» Exercise data
========================================================================

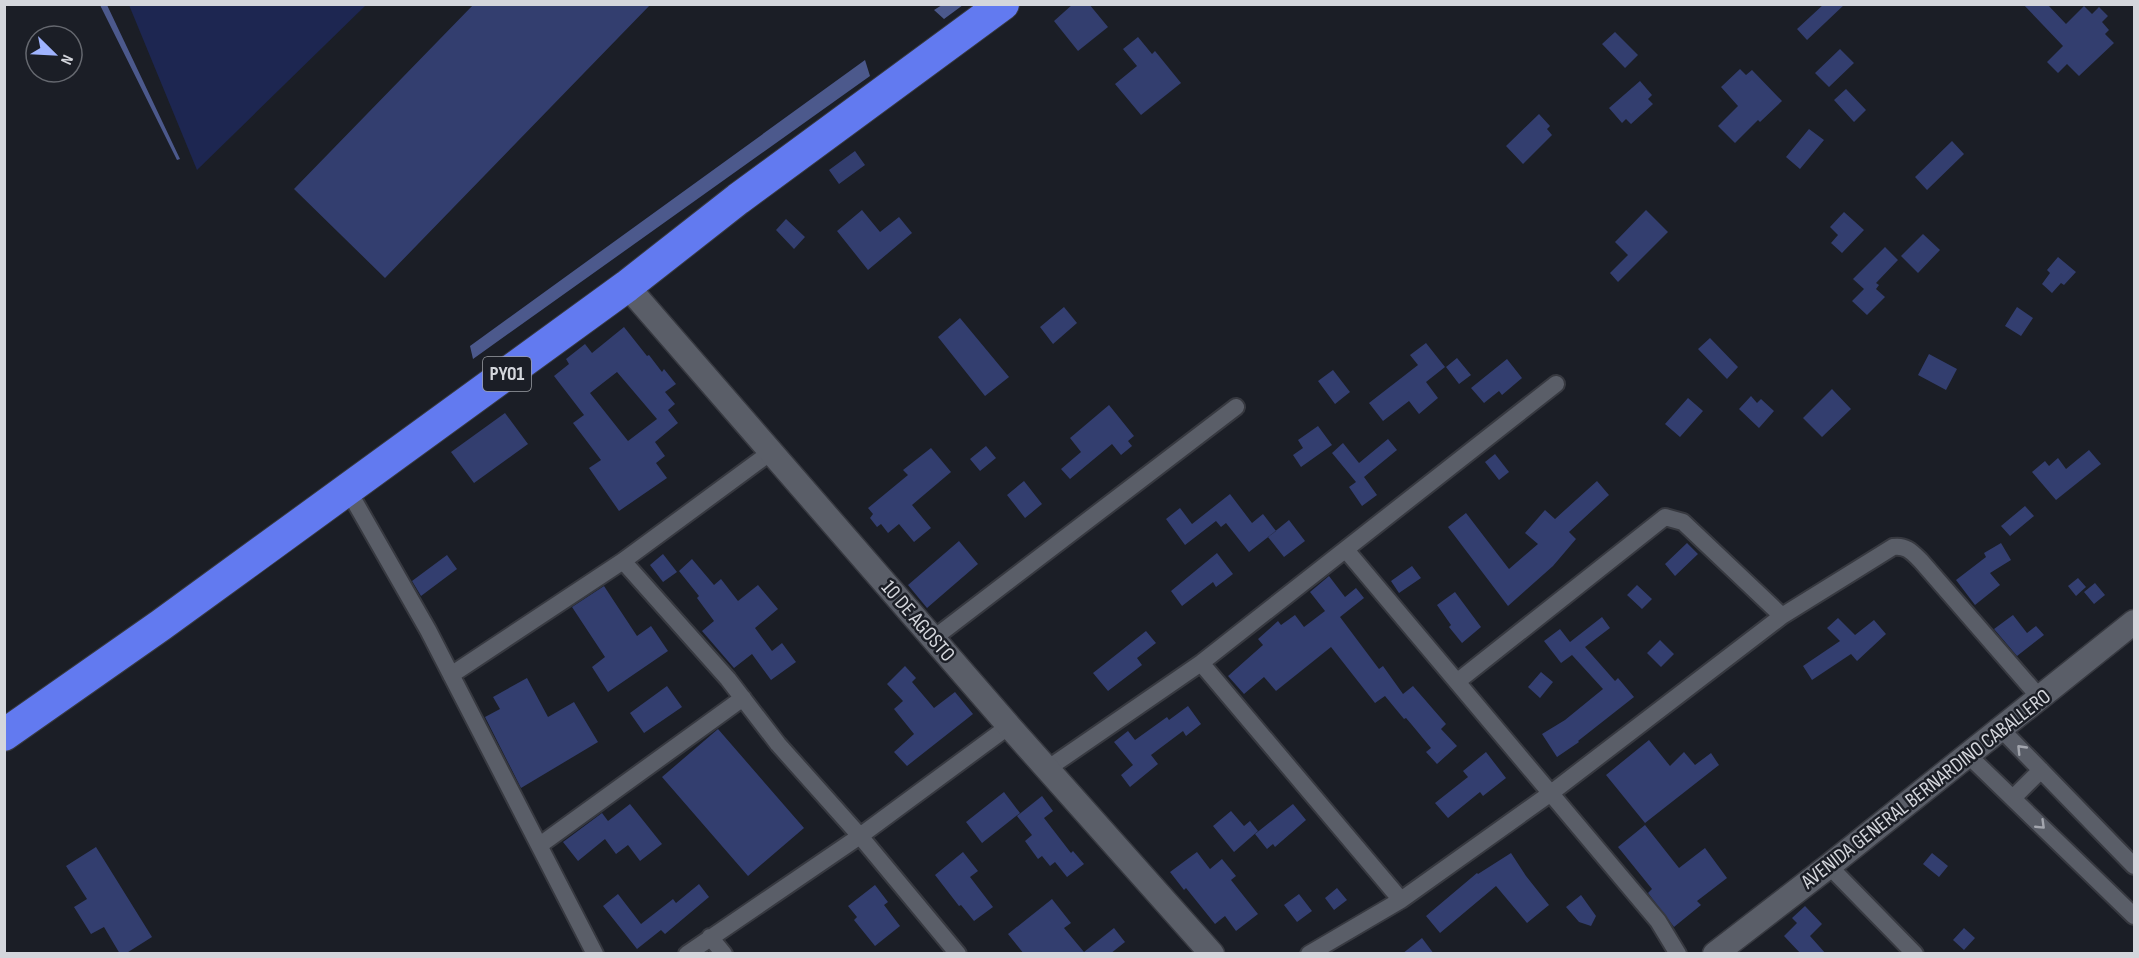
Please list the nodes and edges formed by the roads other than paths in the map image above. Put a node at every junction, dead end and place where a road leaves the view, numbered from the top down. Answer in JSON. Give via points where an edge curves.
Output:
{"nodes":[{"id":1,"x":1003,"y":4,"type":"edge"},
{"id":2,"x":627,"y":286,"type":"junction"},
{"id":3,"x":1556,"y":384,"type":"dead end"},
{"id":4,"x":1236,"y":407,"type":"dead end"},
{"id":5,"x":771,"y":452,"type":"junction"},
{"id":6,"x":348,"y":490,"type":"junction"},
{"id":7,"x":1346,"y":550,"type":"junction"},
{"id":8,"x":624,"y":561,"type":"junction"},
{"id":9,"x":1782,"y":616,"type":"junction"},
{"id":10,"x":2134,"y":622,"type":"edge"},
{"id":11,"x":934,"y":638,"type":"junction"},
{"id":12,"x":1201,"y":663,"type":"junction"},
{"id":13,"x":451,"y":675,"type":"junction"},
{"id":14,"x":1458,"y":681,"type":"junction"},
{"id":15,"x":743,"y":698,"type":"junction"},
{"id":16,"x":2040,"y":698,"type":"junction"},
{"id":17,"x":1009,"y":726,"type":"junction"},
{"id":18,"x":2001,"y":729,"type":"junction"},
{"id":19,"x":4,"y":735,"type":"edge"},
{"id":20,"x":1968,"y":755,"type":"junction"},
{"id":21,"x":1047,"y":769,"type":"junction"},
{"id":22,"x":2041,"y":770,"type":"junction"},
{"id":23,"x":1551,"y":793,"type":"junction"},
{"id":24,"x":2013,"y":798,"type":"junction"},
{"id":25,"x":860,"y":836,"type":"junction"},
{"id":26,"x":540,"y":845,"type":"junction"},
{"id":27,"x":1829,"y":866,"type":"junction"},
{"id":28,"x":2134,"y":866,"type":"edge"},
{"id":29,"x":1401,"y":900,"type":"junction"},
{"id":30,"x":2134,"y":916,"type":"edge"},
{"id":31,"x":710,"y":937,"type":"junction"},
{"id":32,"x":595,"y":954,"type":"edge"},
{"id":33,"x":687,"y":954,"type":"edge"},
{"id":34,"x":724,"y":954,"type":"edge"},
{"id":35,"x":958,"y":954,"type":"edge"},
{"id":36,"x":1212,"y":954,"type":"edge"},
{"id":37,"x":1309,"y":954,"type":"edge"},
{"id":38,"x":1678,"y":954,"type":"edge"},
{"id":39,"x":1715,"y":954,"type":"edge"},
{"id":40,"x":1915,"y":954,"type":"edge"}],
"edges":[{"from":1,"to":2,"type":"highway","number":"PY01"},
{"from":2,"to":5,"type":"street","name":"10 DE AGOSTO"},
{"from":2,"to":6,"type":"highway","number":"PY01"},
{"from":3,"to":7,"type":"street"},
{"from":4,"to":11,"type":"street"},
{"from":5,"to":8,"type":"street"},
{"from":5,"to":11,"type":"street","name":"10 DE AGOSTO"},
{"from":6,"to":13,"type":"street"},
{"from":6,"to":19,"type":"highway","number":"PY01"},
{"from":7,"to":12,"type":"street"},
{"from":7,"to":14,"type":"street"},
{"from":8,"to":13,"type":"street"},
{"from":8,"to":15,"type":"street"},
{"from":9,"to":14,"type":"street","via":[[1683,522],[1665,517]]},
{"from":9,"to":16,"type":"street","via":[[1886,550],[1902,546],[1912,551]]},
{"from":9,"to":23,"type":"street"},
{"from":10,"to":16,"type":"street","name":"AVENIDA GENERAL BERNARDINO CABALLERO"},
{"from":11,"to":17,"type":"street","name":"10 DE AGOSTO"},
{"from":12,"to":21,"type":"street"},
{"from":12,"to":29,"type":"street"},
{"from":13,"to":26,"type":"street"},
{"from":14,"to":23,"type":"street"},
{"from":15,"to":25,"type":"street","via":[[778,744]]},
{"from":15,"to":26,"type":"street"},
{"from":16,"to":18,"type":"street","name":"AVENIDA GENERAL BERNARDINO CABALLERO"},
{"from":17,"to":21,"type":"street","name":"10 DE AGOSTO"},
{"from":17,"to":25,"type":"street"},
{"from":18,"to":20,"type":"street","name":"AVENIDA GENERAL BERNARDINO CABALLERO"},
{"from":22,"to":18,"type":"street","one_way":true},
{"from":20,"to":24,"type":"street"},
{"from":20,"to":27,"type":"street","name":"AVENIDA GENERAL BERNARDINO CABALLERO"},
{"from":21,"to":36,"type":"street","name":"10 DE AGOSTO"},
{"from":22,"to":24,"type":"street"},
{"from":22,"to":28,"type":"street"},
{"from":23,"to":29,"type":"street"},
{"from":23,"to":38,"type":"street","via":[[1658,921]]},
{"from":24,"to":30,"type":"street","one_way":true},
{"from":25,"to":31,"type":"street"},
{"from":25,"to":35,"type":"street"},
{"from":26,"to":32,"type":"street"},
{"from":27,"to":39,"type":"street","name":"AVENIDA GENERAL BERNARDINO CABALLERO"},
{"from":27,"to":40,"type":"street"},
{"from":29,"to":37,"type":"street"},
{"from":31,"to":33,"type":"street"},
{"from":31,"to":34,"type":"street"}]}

========================================================================

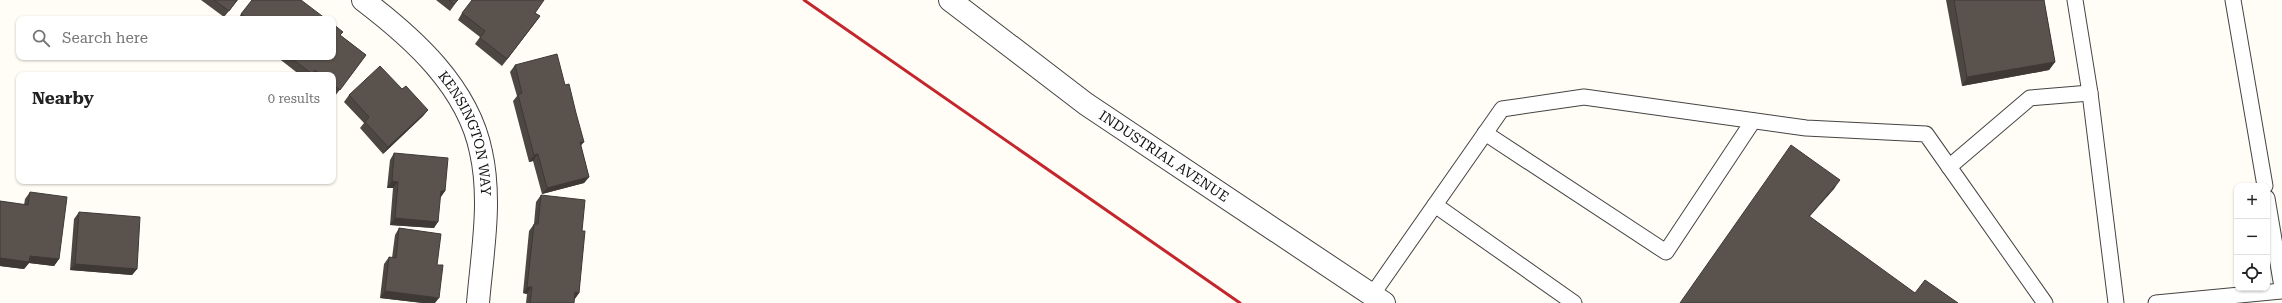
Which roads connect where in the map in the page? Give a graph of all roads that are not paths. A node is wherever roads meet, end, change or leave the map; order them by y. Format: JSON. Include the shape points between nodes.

========================================================================

» Work item
Using the listing above, show each line with the word "where" in it.

» Written answer
Please list the nodes and edges formed by the roads other than paths in the map image above. Put a node at every junction, dead end and place where a road leaves the view, numbered from the top down. Answer in JSON. Give via points where an edge curves.
Which roads connect where in the map in the page? Give a graph of all roads that are not paths. A node is wherever roads meet, end, change or leave the map; order them by y. Format: JSON. Include the shape points between nodes.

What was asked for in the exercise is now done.